**Problem requirements:**
Read the data below line by line and copy each one with "Grambyvej" in it.

++++

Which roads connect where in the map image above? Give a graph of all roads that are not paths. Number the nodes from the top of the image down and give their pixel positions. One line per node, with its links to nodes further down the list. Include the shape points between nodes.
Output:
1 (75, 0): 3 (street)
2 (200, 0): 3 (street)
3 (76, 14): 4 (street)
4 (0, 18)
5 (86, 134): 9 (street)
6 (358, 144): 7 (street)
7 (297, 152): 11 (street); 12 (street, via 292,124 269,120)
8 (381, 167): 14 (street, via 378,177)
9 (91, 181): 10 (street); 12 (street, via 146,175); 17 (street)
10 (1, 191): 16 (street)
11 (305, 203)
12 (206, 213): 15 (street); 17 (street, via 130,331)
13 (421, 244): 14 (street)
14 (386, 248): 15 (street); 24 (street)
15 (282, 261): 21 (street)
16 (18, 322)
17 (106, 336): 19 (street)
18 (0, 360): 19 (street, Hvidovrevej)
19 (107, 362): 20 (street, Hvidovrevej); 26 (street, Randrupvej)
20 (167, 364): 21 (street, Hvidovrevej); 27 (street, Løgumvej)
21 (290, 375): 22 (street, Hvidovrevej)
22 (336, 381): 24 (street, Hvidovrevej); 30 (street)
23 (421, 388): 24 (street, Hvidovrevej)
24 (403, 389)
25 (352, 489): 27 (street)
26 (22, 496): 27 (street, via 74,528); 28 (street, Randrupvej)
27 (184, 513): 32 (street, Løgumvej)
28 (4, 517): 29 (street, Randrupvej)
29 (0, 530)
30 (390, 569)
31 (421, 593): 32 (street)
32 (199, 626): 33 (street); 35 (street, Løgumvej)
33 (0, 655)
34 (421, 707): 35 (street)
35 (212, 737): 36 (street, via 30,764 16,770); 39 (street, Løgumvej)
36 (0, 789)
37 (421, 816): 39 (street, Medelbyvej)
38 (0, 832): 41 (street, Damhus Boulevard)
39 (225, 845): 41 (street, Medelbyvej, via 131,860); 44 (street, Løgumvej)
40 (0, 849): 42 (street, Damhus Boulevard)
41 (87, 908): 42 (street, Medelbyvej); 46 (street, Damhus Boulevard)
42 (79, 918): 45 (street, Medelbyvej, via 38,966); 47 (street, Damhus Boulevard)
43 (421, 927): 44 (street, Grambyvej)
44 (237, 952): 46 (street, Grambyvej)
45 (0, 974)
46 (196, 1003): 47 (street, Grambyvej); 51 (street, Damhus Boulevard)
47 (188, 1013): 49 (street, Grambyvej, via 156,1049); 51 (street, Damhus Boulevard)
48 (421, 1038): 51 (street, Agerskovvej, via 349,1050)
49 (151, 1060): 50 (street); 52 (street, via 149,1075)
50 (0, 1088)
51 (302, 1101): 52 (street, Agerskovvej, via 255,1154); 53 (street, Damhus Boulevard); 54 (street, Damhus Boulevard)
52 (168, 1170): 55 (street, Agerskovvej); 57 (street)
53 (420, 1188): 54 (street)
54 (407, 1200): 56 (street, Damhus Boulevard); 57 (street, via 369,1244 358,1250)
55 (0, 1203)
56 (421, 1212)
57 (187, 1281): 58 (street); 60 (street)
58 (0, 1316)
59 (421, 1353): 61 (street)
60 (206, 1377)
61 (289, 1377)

++++

**Reply:**
43 (421, 927): 44 (street, Grambyvej)
44 (237, 952): 46 (street, Grambyvej)
46 (196, 1003): 47 (street, Grambyvej); 51 (street, Damhus Boulevard)
47 (188, 1013): 49 (street, Grambyvej, via 156,1049); 51 (street, Damhus Boulevard)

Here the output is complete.